The lowest two layers of the TCP/IP and OSI models are the physical layer and the data link layer. The physical layer defines the electrical and mechanical connections to the network. The data link layer performs fragmentation and error checking using the physical layer to provide an error-free virtual channel to the third layer.
The third layer is known as the network layer. This layer determines routing of packets of data from sender to receiver via the data link layer. In the TCP/IP model, this layer employs the Internet Protocol (IP).
The fourth layer is the transport layer. This layer uses the network layer to establish and dissolve virtual, error-free, point-to-point connections, such that messages sent by one computer will arrive uncorrupted and in the correct order at another computer. The fourth layer can also use port numbers to multiplex several types of virtual connections through a path to a same machine. In the TCP/IP model, this layer employs the Transfer Control Protocol (TCP).
Network services such as File Transfer Protocol (FTP), Hypertext Transfer Protocol (HTTP), Secure HTTP (HTTPS), and Simple Mail Transfer Protocol (SMTP) can be viewed as residing at one or more higher levels in the hierarchical model (e.g., Level 5 through Level 7). These services use the communication functionality provided by the lower levels to communicate over the network.

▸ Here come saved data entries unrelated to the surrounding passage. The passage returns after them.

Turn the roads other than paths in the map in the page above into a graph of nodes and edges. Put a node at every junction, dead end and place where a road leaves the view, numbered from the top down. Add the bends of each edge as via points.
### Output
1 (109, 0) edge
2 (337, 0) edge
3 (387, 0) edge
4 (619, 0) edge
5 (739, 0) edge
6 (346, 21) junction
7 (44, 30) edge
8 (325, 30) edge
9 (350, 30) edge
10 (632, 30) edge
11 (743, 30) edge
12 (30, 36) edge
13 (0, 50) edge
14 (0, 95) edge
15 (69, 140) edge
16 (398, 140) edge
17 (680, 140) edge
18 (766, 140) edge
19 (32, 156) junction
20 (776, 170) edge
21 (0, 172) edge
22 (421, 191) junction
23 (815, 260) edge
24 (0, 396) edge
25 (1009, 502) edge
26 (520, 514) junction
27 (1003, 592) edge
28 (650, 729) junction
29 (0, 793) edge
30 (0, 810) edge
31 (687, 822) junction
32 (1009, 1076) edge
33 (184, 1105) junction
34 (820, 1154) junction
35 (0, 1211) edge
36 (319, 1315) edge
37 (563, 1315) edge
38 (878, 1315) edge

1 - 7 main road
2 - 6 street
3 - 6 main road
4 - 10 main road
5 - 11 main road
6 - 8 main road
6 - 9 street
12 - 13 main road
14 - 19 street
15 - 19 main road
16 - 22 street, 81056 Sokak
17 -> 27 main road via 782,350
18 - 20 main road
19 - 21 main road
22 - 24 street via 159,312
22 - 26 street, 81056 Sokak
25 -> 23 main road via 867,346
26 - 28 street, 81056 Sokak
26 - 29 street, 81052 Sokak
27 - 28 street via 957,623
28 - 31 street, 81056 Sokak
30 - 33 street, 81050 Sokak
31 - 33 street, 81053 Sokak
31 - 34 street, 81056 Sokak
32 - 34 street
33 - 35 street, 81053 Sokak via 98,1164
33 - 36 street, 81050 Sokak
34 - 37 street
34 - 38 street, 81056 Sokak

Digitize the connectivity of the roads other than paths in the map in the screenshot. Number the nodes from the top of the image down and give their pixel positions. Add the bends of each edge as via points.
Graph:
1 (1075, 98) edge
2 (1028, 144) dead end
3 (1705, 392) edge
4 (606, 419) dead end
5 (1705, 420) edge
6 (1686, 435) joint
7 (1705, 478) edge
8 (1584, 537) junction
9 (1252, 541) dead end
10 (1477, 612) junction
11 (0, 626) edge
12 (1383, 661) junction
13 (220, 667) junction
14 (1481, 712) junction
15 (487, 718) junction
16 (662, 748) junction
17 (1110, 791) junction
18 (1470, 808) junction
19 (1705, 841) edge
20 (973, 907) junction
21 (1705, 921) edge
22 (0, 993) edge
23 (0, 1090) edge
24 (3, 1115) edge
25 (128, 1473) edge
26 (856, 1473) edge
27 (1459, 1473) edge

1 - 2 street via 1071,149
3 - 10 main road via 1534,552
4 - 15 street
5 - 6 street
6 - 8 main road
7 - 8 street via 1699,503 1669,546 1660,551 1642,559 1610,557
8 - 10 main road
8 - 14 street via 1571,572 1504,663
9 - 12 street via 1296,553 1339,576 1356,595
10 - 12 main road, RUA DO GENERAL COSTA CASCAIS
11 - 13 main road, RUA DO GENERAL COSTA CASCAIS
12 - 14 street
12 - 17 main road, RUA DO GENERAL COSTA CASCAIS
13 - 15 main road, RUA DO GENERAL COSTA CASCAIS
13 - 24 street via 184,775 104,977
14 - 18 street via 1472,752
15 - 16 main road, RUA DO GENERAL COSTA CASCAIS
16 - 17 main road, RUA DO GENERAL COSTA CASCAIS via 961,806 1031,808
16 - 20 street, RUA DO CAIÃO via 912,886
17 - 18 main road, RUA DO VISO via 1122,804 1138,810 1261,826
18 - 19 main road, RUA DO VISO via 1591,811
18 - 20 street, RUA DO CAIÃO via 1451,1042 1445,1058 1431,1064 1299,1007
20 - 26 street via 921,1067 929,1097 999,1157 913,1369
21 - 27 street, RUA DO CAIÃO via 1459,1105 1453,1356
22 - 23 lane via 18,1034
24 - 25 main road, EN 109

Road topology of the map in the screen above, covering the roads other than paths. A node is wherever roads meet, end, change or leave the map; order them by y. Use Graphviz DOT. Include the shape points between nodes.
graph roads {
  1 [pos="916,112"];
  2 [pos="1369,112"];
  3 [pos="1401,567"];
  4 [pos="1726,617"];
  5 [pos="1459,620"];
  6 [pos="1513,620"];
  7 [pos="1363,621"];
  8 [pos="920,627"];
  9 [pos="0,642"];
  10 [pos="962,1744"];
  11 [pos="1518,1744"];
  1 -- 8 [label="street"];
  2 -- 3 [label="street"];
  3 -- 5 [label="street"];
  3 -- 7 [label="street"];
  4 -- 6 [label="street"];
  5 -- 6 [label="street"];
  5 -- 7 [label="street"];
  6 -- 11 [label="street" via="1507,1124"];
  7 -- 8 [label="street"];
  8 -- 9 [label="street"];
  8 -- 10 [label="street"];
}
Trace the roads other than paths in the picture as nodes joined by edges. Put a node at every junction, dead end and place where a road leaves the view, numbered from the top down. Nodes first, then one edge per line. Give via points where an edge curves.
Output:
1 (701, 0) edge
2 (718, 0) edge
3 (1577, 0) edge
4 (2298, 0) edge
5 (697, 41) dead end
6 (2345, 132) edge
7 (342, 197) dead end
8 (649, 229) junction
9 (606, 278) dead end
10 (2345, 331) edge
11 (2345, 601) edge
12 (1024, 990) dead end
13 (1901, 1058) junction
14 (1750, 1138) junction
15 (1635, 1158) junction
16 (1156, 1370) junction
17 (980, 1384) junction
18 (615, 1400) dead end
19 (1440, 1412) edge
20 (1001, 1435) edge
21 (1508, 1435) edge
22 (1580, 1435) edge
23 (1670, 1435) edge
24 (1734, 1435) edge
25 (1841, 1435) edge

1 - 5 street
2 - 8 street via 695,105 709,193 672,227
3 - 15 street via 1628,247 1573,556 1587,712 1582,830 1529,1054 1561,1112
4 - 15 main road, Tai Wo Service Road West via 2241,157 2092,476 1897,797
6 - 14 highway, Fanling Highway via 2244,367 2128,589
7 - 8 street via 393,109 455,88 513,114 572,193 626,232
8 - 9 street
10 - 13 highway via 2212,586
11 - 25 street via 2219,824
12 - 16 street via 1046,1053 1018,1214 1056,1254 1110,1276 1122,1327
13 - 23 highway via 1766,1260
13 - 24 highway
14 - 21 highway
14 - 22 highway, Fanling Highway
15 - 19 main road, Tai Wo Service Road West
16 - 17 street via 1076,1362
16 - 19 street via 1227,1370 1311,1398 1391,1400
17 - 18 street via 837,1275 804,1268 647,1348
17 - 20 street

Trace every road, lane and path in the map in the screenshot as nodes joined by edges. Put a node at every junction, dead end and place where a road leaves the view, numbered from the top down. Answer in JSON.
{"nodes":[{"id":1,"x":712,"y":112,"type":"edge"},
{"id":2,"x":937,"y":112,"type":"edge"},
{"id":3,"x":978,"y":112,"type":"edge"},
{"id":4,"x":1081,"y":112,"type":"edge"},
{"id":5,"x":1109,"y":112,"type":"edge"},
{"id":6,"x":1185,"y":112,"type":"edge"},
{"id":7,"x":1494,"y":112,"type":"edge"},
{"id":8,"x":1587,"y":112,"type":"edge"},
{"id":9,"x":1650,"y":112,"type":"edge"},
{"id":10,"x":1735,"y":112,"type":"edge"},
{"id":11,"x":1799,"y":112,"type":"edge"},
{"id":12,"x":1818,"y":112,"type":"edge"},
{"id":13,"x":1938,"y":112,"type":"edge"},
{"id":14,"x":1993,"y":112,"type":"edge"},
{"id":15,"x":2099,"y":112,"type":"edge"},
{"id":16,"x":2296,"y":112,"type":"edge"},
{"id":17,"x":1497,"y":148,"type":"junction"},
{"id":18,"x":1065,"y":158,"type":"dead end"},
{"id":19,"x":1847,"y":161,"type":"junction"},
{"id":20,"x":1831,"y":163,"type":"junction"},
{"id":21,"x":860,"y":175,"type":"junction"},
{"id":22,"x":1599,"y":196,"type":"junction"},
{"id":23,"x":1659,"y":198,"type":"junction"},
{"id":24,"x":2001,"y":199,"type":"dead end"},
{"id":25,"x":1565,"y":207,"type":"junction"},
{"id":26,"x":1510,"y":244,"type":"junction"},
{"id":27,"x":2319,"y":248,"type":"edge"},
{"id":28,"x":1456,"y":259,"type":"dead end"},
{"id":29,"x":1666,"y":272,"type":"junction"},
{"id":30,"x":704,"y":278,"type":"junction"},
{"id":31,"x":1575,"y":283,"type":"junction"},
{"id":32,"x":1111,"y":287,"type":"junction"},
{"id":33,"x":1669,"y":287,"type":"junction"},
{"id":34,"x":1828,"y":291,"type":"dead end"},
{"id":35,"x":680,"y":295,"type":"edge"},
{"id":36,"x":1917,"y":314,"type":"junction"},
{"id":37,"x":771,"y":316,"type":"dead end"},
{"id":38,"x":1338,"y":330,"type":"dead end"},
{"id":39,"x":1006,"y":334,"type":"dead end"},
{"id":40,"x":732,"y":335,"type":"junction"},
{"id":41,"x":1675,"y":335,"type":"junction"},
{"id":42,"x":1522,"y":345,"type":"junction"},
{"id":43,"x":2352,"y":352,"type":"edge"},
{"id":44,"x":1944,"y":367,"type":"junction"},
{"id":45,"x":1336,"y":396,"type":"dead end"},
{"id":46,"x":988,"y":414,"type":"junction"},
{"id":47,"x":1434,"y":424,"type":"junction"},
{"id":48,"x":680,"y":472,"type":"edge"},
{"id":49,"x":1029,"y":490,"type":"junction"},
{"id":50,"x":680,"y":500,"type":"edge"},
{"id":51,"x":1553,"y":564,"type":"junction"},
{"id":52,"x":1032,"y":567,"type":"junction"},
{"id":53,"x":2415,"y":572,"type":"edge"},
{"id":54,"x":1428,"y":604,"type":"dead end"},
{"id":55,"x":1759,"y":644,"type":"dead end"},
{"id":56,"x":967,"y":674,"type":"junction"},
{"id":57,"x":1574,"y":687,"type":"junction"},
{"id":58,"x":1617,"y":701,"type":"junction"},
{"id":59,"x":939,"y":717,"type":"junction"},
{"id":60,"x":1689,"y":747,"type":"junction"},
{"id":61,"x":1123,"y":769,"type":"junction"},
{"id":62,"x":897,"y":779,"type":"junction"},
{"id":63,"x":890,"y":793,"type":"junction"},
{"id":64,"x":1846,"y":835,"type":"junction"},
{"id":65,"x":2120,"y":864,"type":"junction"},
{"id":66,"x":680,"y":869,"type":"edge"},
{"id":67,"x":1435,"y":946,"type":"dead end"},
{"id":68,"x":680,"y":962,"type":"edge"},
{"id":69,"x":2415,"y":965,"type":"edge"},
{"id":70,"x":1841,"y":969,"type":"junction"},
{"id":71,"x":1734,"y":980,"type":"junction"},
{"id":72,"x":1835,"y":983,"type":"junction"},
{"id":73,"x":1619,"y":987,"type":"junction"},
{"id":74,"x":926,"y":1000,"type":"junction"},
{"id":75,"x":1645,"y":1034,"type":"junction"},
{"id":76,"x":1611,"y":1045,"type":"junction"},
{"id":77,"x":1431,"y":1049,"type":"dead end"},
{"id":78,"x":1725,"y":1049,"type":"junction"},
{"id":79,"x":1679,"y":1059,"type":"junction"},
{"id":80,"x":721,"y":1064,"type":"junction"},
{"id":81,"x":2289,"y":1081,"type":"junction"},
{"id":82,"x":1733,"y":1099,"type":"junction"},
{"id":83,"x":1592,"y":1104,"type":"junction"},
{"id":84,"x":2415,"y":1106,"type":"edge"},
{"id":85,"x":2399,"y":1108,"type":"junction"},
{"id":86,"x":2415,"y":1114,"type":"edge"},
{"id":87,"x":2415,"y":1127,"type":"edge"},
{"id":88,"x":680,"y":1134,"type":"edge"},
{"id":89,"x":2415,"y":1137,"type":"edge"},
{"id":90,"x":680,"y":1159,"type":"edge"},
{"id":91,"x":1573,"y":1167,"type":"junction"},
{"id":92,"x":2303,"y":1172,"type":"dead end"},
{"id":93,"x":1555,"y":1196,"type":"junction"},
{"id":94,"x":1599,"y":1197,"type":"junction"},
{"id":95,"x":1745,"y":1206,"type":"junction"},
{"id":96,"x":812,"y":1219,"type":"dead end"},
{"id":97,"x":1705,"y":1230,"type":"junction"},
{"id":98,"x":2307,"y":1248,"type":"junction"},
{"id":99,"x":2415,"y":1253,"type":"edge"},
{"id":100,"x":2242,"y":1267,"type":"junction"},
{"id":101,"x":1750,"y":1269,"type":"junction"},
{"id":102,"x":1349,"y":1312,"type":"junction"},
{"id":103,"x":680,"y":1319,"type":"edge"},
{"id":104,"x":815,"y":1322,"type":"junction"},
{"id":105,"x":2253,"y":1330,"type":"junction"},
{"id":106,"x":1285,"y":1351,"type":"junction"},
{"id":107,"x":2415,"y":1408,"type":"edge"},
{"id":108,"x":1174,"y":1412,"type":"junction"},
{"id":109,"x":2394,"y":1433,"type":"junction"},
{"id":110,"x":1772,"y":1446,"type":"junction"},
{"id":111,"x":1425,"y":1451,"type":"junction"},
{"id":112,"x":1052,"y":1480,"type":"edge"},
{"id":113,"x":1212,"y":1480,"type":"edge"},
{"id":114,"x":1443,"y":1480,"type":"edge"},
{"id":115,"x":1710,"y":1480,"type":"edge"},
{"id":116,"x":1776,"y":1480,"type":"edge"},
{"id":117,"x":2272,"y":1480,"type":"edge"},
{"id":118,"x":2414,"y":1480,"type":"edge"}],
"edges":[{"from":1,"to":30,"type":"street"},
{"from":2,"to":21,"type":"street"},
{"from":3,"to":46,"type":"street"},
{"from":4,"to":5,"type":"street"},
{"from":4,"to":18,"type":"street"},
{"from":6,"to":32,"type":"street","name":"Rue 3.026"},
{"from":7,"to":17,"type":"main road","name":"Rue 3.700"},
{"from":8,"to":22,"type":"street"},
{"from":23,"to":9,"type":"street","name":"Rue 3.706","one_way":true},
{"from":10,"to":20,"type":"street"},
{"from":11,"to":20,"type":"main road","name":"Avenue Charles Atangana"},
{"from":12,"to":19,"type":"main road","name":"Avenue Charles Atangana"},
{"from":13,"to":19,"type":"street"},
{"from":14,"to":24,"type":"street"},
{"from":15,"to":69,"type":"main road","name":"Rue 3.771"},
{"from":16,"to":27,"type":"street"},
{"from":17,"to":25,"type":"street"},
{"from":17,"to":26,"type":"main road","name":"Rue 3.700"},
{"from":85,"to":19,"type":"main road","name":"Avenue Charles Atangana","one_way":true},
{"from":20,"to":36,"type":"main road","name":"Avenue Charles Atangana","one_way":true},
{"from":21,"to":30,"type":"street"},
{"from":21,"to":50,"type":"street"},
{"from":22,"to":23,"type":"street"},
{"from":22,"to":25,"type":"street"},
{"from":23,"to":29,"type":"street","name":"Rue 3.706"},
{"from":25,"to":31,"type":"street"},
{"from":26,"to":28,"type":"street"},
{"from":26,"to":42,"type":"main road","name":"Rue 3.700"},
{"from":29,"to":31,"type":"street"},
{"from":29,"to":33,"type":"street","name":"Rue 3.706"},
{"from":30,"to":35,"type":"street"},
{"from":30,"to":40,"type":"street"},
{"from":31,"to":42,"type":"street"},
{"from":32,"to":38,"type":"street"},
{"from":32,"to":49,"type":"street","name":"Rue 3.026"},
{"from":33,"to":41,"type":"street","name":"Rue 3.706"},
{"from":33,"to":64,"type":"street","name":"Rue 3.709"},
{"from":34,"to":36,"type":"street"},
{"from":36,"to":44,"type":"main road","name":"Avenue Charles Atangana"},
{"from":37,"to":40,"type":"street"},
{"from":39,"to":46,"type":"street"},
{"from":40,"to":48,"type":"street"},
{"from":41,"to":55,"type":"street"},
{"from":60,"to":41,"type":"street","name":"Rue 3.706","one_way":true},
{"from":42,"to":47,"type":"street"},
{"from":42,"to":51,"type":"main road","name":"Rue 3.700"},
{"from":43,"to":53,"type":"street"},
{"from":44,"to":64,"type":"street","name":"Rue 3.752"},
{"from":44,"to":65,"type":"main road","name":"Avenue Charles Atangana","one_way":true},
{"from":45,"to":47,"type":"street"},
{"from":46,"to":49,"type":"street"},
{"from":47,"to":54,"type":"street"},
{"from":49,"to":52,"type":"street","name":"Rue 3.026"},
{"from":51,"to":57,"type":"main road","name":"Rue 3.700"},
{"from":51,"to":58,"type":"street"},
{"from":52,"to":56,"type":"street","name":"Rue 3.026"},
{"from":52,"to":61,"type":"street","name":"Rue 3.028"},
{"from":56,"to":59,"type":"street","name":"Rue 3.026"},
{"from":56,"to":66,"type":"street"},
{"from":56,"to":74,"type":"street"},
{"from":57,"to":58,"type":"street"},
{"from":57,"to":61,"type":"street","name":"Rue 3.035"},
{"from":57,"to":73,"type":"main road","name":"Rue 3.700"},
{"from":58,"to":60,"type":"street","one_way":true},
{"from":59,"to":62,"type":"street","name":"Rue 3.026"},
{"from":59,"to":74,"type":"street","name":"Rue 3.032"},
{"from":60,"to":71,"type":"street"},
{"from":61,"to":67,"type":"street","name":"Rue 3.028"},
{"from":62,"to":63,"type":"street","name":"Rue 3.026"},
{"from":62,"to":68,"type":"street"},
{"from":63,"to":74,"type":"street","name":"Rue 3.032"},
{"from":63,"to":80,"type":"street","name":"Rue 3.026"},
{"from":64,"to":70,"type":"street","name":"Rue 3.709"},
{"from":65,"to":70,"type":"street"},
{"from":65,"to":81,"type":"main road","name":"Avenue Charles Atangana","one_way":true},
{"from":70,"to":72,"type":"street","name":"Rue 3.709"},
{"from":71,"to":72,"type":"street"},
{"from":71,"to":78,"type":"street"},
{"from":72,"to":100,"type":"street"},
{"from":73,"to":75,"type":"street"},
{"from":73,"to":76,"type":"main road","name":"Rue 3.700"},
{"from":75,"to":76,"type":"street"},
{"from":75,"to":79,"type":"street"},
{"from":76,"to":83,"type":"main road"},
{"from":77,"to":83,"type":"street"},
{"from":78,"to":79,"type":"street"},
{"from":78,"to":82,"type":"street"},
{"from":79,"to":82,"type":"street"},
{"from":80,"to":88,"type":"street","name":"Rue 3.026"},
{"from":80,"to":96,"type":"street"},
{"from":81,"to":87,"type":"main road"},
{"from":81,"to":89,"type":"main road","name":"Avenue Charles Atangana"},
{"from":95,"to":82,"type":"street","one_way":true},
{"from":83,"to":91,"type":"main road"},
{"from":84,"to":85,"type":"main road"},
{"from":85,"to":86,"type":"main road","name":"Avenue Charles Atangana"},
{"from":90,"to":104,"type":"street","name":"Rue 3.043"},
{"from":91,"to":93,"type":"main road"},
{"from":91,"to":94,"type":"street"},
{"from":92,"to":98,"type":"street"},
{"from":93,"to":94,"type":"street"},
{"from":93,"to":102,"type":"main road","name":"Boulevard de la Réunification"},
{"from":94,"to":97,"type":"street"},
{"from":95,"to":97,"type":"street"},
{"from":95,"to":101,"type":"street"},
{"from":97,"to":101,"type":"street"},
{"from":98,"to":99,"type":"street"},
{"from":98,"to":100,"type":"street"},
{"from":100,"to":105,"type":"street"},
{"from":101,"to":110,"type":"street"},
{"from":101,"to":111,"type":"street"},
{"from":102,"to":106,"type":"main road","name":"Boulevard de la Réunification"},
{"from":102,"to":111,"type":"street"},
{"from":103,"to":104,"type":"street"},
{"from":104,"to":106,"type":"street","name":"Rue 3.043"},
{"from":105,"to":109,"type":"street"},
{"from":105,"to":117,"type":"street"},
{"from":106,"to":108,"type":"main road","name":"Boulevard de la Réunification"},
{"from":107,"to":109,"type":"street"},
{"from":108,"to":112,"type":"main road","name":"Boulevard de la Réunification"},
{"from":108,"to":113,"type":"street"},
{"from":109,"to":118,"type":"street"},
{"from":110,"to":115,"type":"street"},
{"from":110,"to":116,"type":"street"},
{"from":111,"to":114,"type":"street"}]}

TCP/IP functionality can be provided to processes running on a node computer through an interface known as the sockets interface. This interface provides libraries that allow for the creation of individual communications end-points called “sockets.” Each of these sockets has an associated socket address that includes a port number and the computer's network address.
Netscape Corporation has developed a secure form of sockets, called the Secure Sockets Layer (SSL). This standard uses secure tokens to ensure security and privacy in network communications. It provides for encryption during a communications session and authentication of client computers, server computers, or both.
Security concerns often require private networks to be connected to public networks by firewalls. These can reside in a peripheral network zone of an organization's Local Area Network (LAN) known as the Demilitarized Zone (DMZ). They typically include a number of public Internet ports and a single highly monitored choke point connection to the LAN. This architecture allows them to implement a variety of security functions to protect the LAN from outside attacks, and to hide the IP addresses of the computers inside the firewall.
In addition to firewalls, high-traffic web service providers, e-commerce systems, or other large-scale network-based systems often use load balancers. These distribute traffic among a number of servers based on a predetermined distribution scheme. This scheme can be simple, such as a “round-robin” scheme, or it can be based on contents of the packet itself, such as its source IP address.
Load balancers that use a distribution scheme based on packet contents often use a technique known as “stitching.” This type of device typically buffers a portion of a packet received from a client until the relevant part of the packet has been examined, from which it selects a server. It can then send the buffered packet data to the server until its buffer is empty. The load balancer then simply relays any further packet data it receives to the selected server, thereby “stitching” the connection between the client and server.
To improve TCP/IP performance in network devices, some computers have been equipped with hardware-based TCP/IP Offload Engines (TOEs). These offload engines implement some of the TCP/IP functionality in hardware. They generally work in connection with a modified sockets interface that is configured to take advantage of the hardware-based functionality.